### WORK TO COMPLETE
When you print the material, keep every line identical to the original.
--
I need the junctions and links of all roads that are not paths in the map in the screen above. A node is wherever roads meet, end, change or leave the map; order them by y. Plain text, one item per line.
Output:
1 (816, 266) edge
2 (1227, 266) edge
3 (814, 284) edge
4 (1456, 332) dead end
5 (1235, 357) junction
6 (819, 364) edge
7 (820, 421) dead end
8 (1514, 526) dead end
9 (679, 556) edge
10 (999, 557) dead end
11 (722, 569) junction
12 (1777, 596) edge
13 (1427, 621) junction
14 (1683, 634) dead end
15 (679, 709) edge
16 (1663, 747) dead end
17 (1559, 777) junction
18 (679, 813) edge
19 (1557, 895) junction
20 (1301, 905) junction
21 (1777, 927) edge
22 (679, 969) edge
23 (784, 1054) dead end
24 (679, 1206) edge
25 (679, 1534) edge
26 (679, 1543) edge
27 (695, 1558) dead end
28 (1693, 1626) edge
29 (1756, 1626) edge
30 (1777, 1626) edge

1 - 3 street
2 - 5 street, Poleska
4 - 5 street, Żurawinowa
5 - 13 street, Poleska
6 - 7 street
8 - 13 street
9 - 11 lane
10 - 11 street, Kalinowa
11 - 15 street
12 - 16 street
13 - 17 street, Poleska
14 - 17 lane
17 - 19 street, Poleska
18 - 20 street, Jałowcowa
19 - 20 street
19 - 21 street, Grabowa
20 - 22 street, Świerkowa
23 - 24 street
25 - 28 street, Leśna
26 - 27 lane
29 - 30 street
--
### SOLUTION TO THIS PROBLEM
I need the junctions and links of all roads that are not paths in the map in the screen above. A node is wherever roads meet, end, change or leave the map; order them by y. Plain text, one item per line.
Output:
1 (816, 266) edge
2 (1227, 266) edge
3 (814, 284) edge
4 (1456, 332) dead end
5 (1235, 357) junction
6 (819, 364) edge
7 (820, 421) dead end
8 (1514, 526) dead end
9 (679, 556) edge
10 (999, 557) dead end
11 (722, 569) junction
12 (1777, 596) edge
13 (1427, 621) junction
14 (1683, 634) dead end
15 (679, 709) edge
16 (1663, 747) dead end
17 (1559, 777) junction
18 (679, 813) edge
19 (1557, 895) junction
20 (1301, 905) junction
21 (1777, 927) edge
22 (679, 969) edge
23 (784, 1054) dead end
24 (679, 1206) edge
25 (679, 1534) edge
26 (679, 1543) edge
27 (695, 1558) dead end
28 (1693, 1626) edge
29 (1756, 1626) edge
30 (1777, 1626) edge

1 - 3 street
2 - 5 street, Poleska
4 - 5 street, Żurawinowa
5 - 13 street, Poleska
6 - 7 street
8 - 13 street
9 - 11 lane
10 - 11 street, Kalinowa
11 - 15 street
12 - 16 street
13 - 17 street, Poleska
14 - 17 lane
17 - 19 street, Poleska
18 - 20 street, Jałowcowa
19 - 20 street
19 - 21 street, Grabowa
20 - 22 street, Świerkowa
23 - 24 street
25 - 28 street, Leśna
26 - 27 lane
29 - 30 street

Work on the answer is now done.